The caring center, named St. Martin Residence for Elderly Sisters, is a place for those who have faithfully served the spiritual and physical needs of others to complete their circle of life. These sisters may be frail and in need of physical support who come "home" to a place of dignity, solace and worship within the heart of the Dominican Sister community. Design of the existing chapel and adjacent caring center raised questions of accessibility and quality of life for sisters in need of assisted living. A project of retrofitting for earthquake protection led to a discussion of quality of life issues and the desire to provide a warm, attractive and inclusive environment for the caring center.

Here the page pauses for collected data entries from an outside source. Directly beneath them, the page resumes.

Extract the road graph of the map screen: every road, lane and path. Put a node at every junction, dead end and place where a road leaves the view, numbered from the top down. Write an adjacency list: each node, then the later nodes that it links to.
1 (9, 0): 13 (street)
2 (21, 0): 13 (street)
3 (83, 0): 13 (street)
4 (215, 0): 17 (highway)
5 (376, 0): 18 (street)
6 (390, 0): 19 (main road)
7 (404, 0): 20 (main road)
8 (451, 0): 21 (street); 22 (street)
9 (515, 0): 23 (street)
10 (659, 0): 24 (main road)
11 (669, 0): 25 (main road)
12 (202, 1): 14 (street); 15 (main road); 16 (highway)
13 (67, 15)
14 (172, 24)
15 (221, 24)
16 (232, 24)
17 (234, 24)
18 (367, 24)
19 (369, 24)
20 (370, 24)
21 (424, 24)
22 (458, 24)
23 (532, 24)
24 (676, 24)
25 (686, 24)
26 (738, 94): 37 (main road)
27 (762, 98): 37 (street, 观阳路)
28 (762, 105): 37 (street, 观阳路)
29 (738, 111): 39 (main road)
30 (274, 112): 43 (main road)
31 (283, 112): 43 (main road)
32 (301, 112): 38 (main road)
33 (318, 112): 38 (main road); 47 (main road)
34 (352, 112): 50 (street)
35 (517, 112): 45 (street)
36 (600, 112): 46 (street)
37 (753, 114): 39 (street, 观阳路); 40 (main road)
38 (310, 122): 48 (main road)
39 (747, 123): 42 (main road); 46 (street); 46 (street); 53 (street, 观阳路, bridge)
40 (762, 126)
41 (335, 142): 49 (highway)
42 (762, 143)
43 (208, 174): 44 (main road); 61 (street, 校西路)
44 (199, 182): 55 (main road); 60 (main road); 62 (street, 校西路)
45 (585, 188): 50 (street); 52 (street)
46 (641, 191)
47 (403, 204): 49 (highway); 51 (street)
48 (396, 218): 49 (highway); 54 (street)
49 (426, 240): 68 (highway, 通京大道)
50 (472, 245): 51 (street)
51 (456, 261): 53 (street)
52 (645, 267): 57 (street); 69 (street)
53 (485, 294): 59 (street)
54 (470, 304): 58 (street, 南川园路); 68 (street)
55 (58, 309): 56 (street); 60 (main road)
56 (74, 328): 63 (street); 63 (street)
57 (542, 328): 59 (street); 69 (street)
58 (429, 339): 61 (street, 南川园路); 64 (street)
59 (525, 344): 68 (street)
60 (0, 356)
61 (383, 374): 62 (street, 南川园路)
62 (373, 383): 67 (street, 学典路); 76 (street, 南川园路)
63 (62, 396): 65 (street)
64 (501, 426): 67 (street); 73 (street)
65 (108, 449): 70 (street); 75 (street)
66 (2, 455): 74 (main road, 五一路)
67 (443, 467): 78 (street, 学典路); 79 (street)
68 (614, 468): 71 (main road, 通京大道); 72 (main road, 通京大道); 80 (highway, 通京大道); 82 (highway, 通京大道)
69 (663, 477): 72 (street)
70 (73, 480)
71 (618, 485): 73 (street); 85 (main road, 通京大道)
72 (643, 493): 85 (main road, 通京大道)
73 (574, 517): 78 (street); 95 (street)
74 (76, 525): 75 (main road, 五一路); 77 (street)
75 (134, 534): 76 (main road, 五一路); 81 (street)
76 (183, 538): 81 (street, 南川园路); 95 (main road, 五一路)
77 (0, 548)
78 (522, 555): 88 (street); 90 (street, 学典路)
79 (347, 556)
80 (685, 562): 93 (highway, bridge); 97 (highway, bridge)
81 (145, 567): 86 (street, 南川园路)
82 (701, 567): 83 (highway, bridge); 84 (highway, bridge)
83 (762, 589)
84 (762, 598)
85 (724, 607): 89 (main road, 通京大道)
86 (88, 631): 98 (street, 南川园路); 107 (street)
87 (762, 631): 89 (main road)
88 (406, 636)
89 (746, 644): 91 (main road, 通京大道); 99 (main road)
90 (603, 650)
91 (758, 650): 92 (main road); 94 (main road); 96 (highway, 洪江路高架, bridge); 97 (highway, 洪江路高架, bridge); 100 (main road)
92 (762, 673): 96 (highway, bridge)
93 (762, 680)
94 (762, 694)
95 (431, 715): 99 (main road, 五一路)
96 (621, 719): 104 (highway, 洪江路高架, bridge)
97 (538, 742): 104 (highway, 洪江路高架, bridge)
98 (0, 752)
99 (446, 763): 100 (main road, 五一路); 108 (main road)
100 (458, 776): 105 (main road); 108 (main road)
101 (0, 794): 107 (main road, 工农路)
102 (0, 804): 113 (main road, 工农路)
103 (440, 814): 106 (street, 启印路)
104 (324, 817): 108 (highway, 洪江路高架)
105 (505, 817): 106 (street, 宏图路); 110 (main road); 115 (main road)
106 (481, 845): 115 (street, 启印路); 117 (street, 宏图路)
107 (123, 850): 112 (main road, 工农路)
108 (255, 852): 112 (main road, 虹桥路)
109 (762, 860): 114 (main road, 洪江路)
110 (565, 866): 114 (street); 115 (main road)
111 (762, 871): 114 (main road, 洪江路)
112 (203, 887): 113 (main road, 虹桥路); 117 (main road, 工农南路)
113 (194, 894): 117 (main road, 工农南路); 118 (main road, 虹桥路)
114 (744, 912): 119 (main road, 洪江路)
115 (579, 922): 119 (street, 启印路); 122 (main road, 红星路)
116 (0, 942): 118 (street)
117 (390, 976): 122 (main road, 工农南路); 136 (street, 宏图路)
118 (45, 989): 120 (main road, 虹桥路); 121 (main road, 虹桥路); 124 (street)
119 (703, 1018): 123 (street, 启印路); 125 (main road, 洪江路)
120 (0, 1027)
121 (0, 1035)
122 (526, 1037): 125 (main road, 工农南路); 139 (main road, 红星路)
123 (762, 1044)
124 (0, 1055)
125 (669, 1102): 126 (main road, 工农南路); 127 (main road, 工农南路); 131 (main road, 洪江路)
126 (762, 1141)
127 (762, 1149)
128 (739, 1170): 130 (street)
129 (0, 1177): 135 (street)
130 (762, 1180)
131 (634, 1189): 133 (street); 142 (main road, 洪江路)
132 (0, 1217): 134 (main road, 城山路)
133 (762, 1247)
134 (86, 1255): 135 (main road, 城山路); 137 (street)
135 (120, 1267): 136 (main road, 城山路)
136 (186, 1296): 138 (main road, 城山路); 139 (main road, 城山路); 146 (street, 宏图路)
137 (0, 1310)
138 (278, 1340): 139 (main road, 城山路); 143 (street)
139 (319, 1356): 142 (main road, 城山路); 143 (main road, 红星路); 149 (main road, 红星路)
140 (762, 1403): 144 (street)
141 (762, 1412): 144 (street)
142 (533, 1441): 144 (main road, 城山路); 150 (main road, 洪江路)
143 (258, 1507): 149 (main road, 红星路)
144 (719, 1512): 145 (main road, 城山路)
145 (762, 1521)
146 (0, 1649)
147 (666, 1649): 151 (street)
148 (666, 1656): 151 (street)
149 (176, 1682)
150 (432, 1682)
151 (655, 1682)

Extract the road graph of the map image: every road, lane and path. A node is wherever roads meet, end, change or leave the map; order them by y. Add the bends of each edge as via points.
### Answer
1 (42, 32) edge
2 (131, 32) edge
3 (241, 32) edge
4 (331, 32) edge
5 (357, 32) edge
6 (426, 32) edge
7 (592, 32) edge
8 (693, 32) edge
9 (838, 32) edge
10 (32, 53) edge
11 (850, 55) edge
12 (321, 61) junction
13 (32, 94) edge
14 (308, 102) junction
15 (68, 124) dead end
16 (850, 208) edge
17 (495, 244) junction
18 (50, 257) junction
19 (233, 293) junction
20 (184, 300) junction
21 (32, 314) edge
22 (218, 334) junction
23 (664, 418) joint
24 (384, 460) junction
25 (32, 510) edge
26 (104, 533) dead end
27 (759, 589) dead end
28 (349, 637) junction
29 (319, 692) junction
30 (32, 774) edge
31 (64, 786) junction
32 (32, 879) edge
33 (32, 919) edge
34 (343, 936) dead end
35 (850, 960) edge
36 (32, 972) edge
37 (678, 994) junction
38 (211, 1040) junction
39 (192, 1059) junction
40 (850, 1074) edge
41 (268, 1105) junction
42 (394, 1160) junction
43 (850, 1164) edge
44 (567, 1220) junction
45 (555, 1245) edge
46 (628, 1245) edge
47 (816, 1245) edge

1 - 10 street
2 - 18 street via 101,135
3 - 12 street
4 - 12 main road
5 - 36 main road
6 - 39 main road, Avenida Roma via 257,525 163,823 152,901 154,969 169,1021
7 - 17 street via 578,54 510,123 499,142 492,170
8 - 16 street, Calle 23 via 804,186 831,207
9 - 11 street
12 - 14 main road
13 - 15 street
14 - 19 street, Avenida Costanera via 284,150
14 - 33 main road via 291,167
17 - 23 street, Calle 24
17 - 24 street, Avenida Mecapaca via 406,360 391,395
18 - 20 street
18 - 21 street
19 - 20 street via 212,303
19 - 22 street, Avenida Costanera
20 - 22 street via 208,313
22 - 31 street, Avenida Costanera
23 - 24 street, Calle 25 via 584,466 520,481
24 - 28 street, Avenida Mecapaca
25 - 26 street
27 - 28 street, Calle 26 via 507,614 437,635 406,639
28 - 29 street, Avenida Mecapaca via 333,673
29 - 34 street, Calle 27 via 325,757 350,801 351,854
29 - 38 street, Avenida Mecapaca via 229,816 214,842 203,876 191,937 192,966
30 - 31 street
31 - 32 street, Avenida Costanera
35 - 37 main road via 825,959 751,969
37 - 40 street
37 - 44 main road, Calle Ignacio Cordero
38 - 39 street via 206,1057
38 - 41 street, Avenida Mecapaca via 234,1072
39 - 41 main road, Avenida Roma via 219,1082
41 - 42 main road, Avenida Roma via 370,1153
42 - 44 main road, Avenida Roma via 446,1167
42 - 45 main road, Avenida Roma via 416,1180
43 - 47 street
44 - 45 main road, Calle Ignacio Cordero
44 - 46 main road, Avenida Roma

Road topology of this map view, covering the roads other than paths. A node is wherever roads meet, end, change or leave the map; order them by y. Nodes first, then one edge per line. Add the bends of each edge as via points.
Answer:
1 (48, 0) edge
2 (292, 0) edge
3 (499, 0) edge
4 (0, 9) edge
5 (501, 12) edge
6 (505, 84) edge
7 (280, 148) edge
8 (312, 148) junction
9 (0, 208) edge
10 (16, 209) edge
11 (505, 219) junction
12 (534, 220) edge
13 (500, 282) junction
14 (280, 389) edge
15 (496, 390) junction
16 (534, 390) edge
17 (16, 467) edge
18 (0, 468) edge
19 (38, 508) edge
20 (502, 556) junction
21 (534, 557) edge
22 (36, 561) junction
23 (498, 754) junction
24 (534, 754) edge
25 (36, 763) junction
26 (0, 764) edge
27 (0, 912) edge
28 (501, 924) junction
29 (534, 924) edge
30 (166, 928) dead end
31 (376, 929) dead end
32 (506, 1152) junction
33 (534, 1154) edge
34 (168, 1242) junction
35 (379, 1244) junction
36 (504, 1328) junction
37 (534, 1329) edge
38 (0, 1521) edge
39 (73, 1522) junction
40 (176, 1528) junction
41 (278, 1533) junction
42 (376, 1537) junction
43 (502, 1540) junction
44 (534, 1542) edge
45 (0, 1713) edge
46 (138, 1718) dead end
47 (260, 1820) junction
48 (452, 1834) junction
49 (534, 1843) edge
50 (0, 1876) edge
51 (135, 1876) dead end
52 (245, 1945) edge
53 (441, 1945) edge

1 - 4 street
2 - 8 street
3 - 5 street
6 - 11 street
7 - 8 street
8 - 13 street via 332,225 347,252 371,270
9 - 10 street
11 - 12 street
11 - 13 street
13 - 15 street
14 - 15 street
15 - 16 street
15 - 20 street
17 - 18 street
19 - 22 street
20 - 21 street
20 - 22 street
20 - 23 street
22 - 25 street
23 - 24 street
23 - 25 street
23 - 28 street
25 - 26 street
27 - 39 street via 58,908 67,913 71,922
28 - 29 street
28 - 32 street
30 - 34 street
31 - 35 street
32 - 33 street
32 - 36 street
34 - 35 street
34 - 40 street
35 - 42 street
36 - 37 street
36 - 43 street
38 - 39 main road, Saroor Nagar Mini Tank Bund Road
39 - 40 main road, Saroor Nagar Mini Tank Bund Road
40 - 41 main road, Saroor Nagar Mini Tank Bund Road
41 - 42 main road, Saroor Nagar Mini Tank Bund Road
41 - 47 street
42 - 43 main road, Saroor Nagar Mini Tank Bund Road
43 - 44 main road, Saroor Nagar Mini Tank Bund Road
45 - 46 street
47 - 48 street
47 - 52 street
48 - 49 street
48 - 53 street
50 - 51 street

An ambitious plan called "Circles of Caring" was the result calling for a $10.8 million renovation of chapel and caring center.

It is understandable why the Dominican Sisters of Mission San Jose use the term "Circles of Caring." At the Motherhouse, the circle of spiritual and earthly concerns will be addressed seamlessly. Circled areas are themes of a new garden area accessible to all including those housed in the caring center. The chapel will also feature wheelchair and walker accessibility along with a refurbished stained glass gallery of windows allowing natural light to fill the chamber.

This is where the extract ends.